SOURCE INFORMATION:
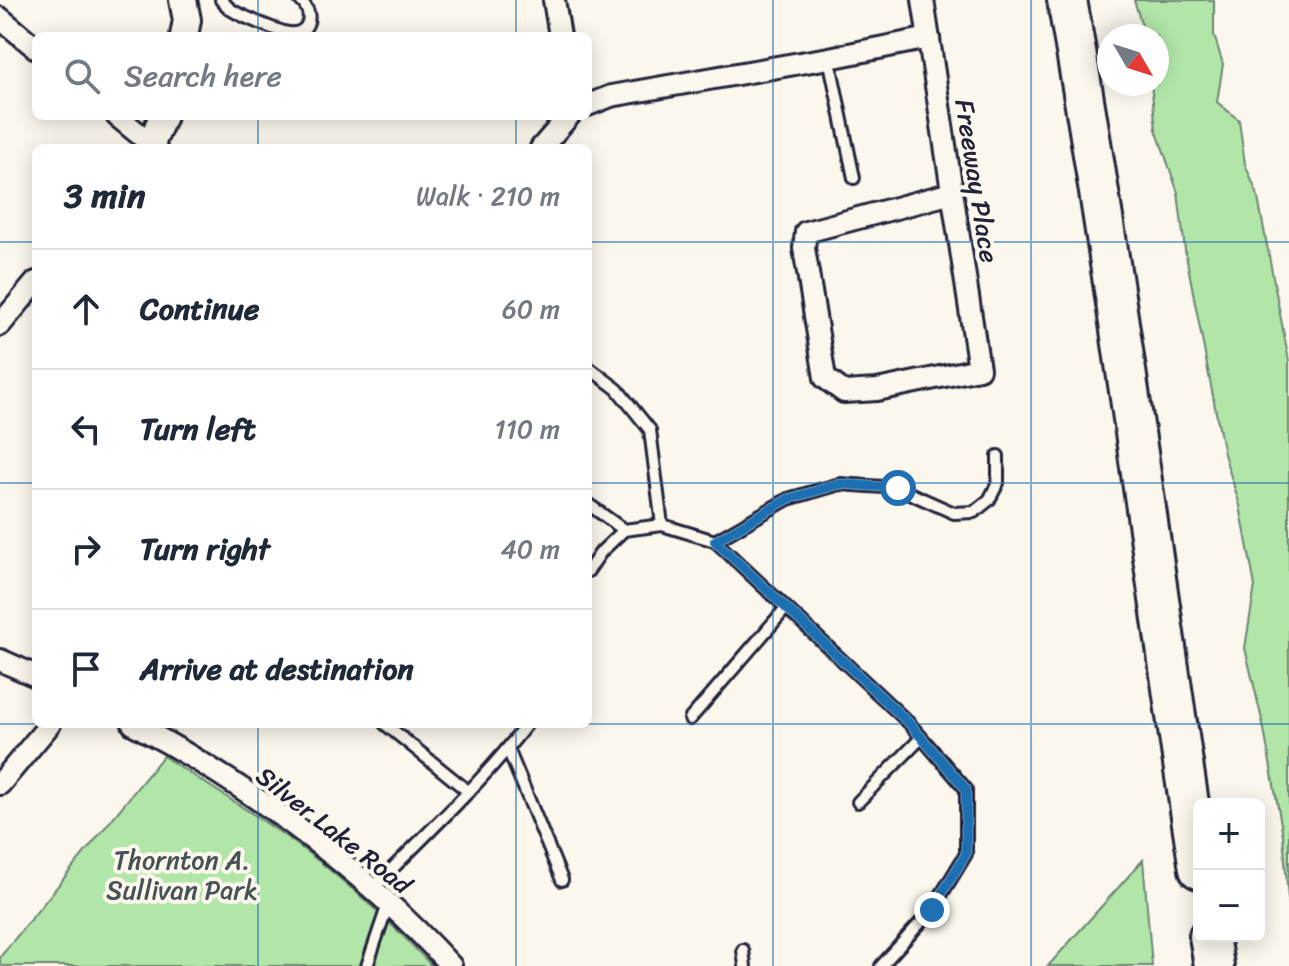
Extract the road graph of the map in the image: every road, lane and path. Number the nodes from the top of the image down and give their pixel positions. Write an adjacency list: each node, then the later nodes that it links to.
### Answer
1 (183, 0): 8 (street)
2 (221, 0): 9 (lane)
3 (300, 0): 10 (lane)
4 (554, 0): 11 (street)
5 (923, 0): 12 (street, Freeway Place)
6 (1067, 0): 46 (highway)
7 (0, 18): 13 (street)
8 (185, 32)
9 (283, 32)
10 (300, 32)
11 (559, 32)
12 (929, 38): 14 (street); 23 (street, Freeway Place)
13 (32, 45)
14 (829, 58): 15 (street); 22 (lane)
15 (592, 103)
16 (122, 120): 19 (street)
17 (162, 120): 20 (street)
18 (566, 120): 21 (street)
19 (149, 144)
20 (153, 144)
21 (544, 144)
22 (854, 178)
23 (952, 193): 23 (street, Freeway Place)
24 (32, 287): 25 (street)
25 (0, 325)
26 (592, 370): 29 (lane)
27 (998, 456): 31 (lane)
28 (592, 507): 30 (lane)
29 (662, 525): 30 (lane); 31 (lane)
30 (624, 530): 32 (lane)
31 (715, 541): 33 (lane)
32 (592, 565)
33 (786, 608): 36 (lane); 41 (lane)
34 (0, 660): 35 (street)
35 (32, 674)
36 (690, 719)
37 (47, 728): 43 (street)
38 (140, 728): 48 (street, Silver Lake Road)
39 (390, 728): 44 (lane)
40 (524, 728): 42 (lane)
41 (921, 738): 45 (lane); 55 (lane)
42 (508, 749): 44 (lane); 47 (lane)
43 (0, 784)
44 (469, 792): 48 (lane)
45 (858, 802)
46 (1193, 830)
47 (562, 880)
48 (372, 889): 49 (street, Silver Lake Road)
49 (388, 904): 52 (lane); 53 (street, Silver Lake Road)
50 (1210, 942): 56 (highway)
51 (743, 950): 54 (lane)
52 (367, 966)
53 (451, 966)
54 (745, 966)
55 (881, 966)
56 (1214, 966)

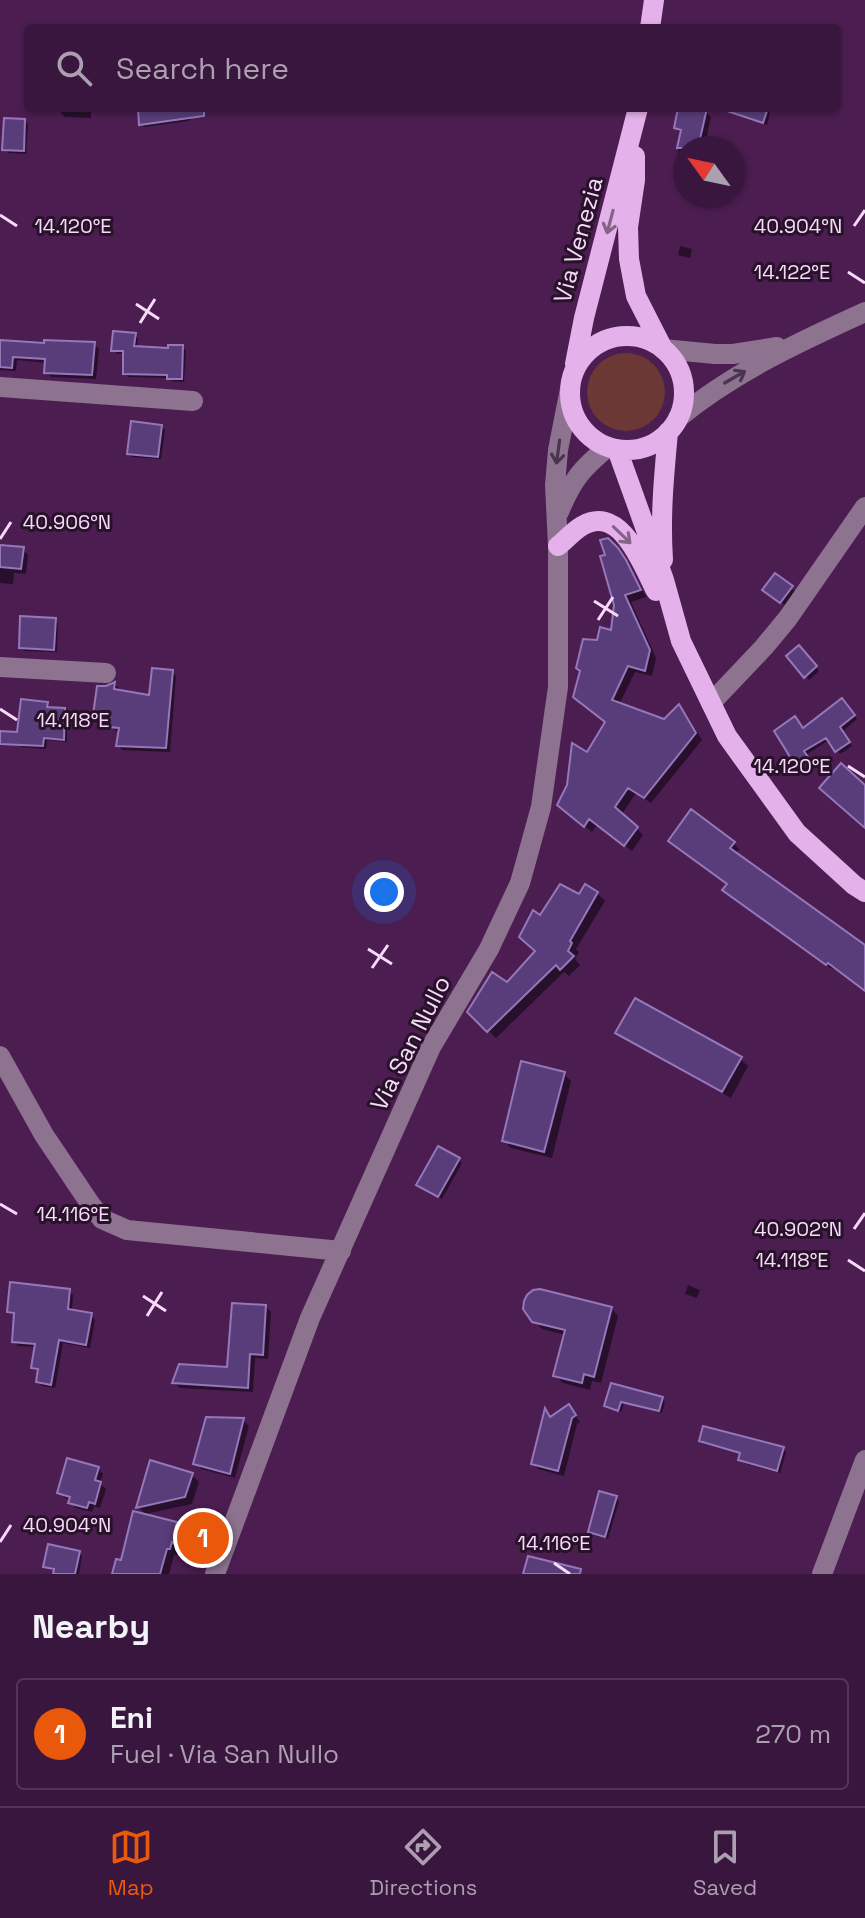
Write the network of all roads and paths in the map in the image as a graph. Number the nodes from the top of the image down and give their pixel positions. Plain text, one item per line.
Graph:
1 (654, 0) edge
2 (651, 24) edge
3 (637, 114) edge
4 (865, 312) edge
5 (797, 343) junction
6 (663, 349) junction
7 (571, 382) junction
8 (0, 387) edge
9 (193, 401) dead end
10 (673, 425) junction
11 (612, 448) junction
12 (865, 507) edge
13 (557, 515) junction
14 (558, 546) junction
15 (664, 580) junction
16 (681, 641) junction
17 (0, 667) edge
18 (106, 673) dead end
19 (711, 703) junction
20 (865, 892) edge
21 (0, 1056) edge
22 (341, 1251) junction
23 (865, 1460) edge
24 (215, 1574) edge
25 (822, 1574) edge

1 - 2 main road
3 - 6 main road, Via Venezia
3 -> 7 main road, Via Venezia
4 - 5 street
5 - 6 street
10 -> 5 street
6 - 7 main road
6 - 10 main road
7 - 11 main road
7 -> 13 street, Via San Nullo
8 - 9 street
10 - 11 main road
10 - 15 main road
11 - 13 street, Via San Nullo
11 - 15 main road
12 - 19 street
13 - 14 street, Via San Nullo
14 -> 16 main road
14 - 22 street, Via San Nullo
15 - 16 main road
16 - 19 main road
17 - 18 street
19 - 20 main road
21 - 22 street
22 - 24 street, Via San Nullo
23 - 25 street

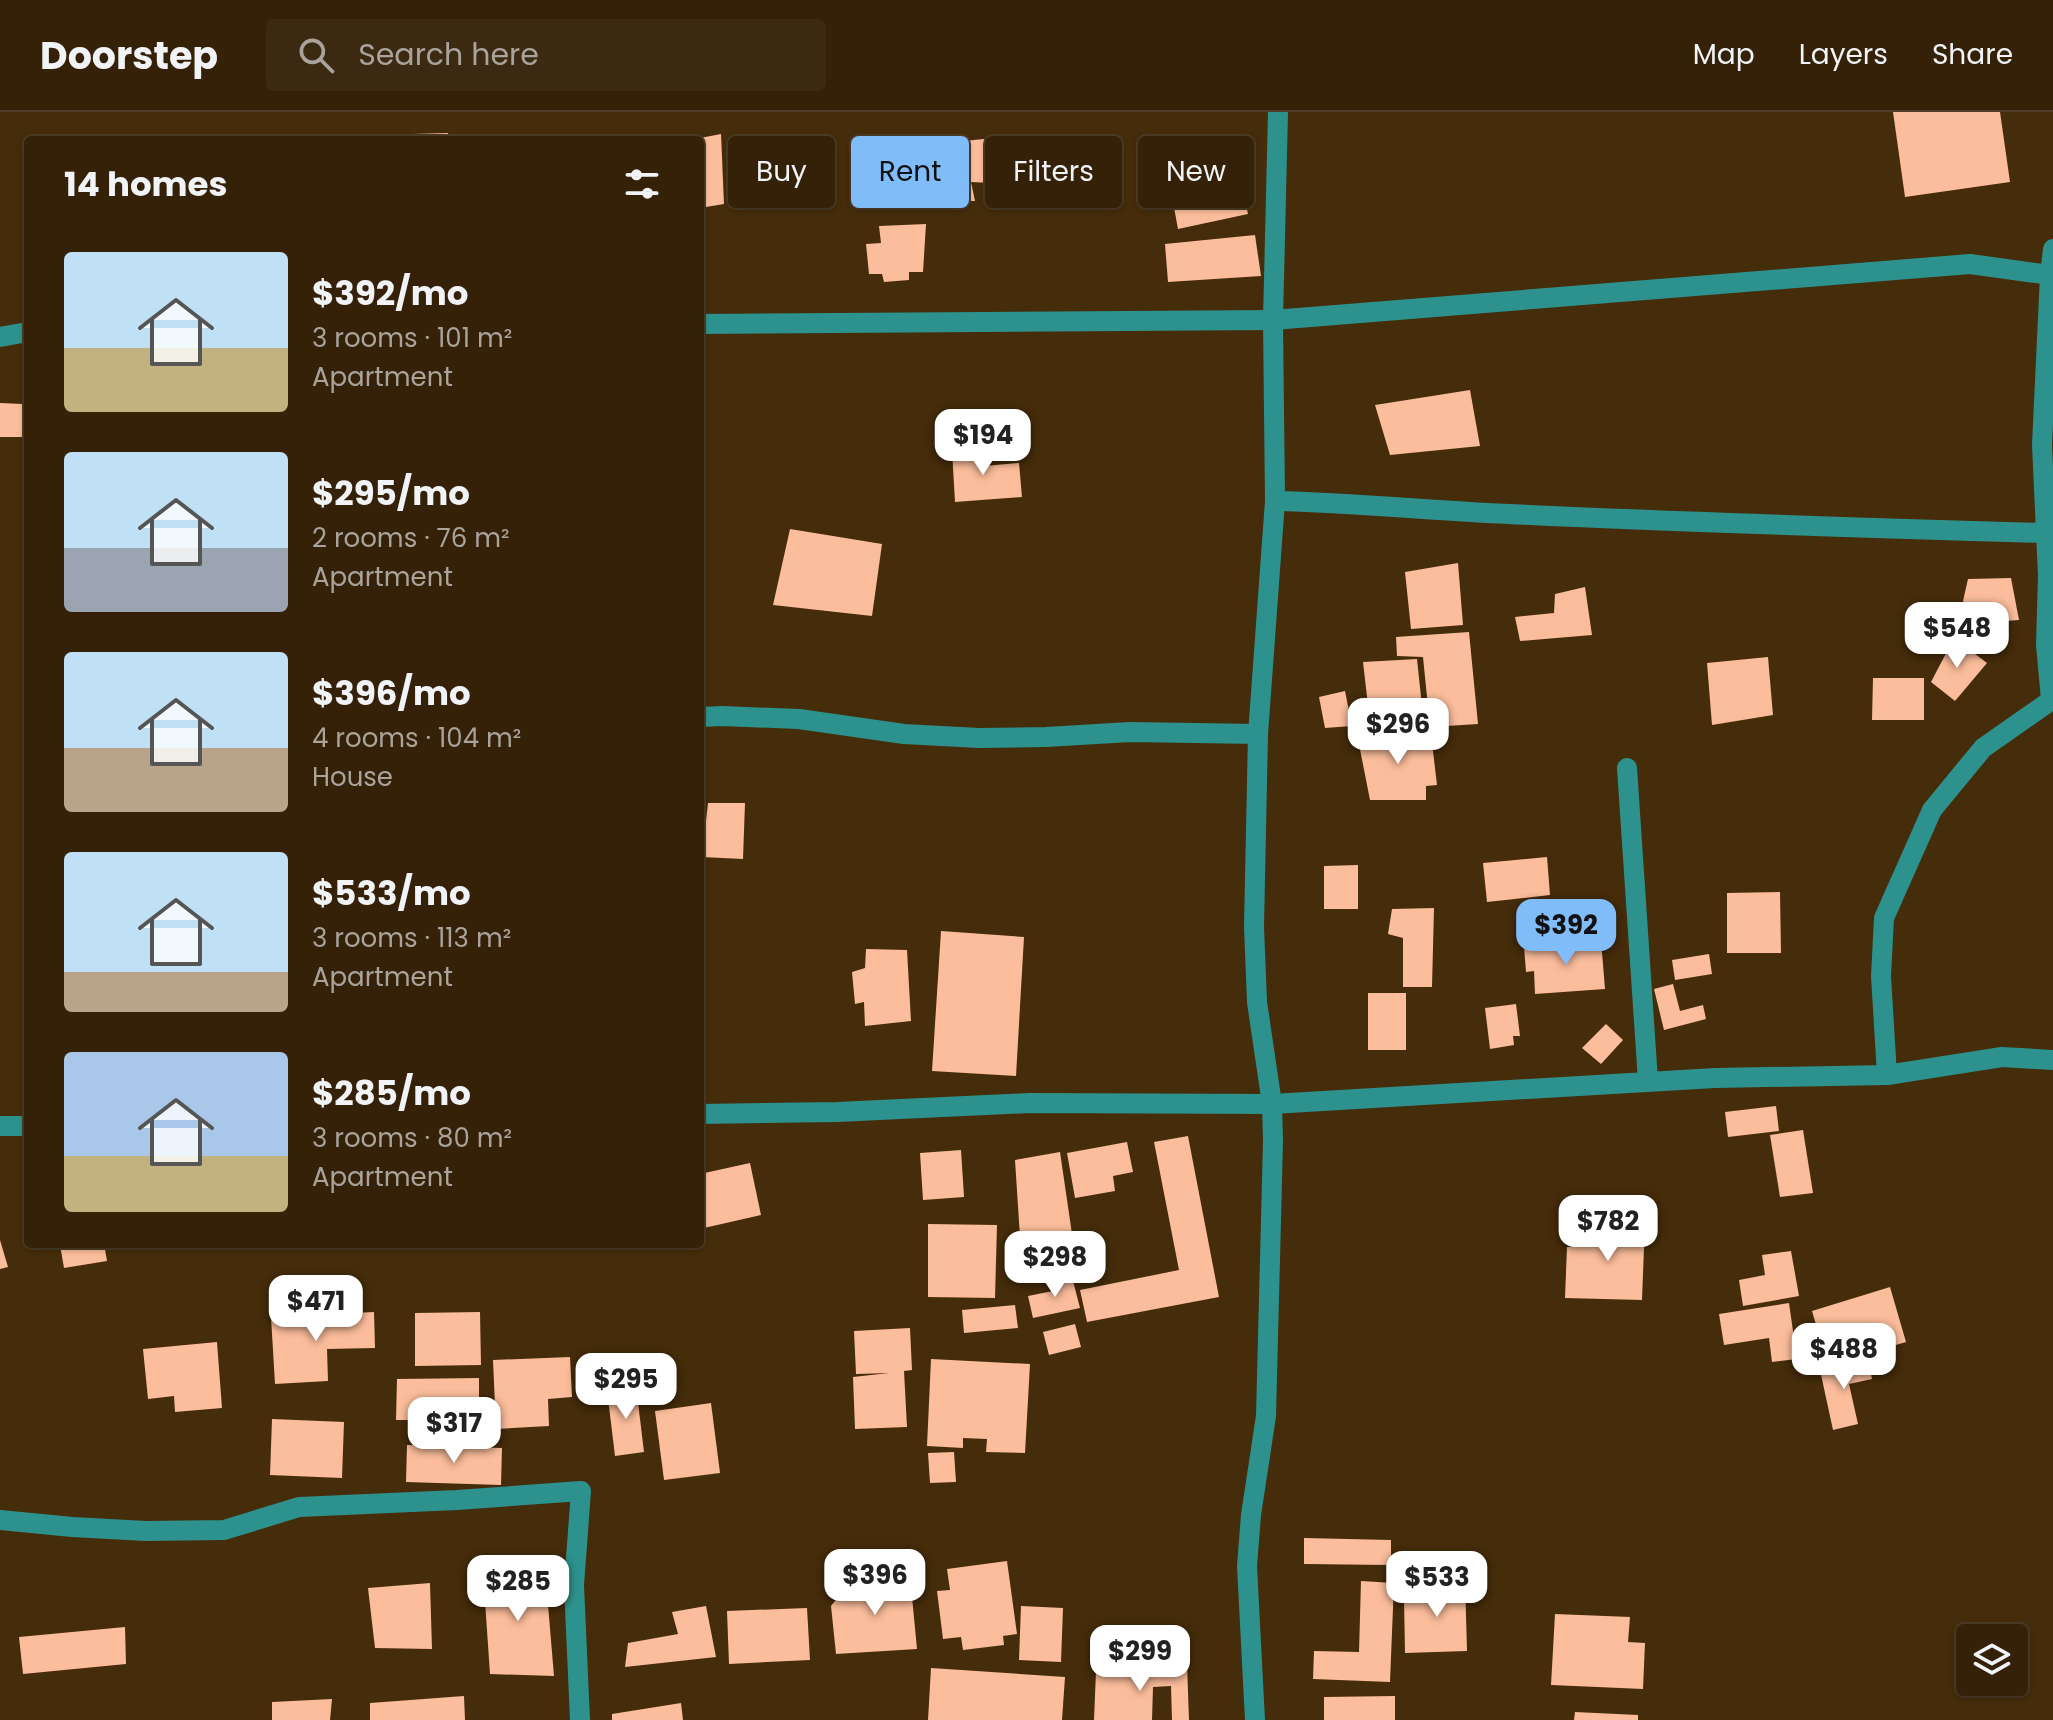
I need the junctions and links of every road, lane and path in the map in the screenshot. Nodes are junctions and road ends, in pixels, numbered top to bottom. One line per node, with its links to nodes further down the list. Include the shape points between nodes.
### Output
1 (1278, 112): 4 (street)
2 (2053, 249): 3 (street)
3 (2051, 275): 4 (street, via 1970,264); 9 (street, via 2042,445)
4 (1273, 320): 5 (street); 8 (street)
5 (704, 324)
6 (24, 333): 7 (street)
7 (0, 337)
8 (1275, 501): 9 (street); 12 (street)
9 (2046, 533): 10 (street, via 2046,645)
10 (2052, 699): 15 (street, via 1983,748 1932,810 1884,918 1881,976)
11 (704, 717): 12 (street, via 799,719 979,738)
12 (1258, 734): 17 (street, via 1254,927 1257,1002)
13 (1627, 768): 16 (street)
14 (2053, 1060): 15 (street, via 2002,1057)
15 (1887, 1075): 16 (street)
16 (1648, 1081): 17 (street)
17 (1272, 1104): 18 (street, via 1030,1103); 23 (street, via 1266,1416 1247,1566)
18 (704, 1114)
19 (0, 1126): 20 (street)
20 (24, 1126)
21 (0, 1520): 22 (street, via 146,1531 224,1530 299,1507 581,1491 574,1585)
22 (580, 1720)
23 (1255, 1720)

TASK DETAILS:
Pull every line with "Write" from the records.

OUTPUT FOR THIS EXERCISE:
Extract the road graph of the map in the image: every road, lane and path. Number the nodes from the top of the image down and give their pixel positions. Write an adjacency list: each node, then the later nodes that it links to.
Write the network of all roads and paths in the map in the image as a graph. Number the nodes from the top of the image down and give their pixel positions. Plain text, one item per line.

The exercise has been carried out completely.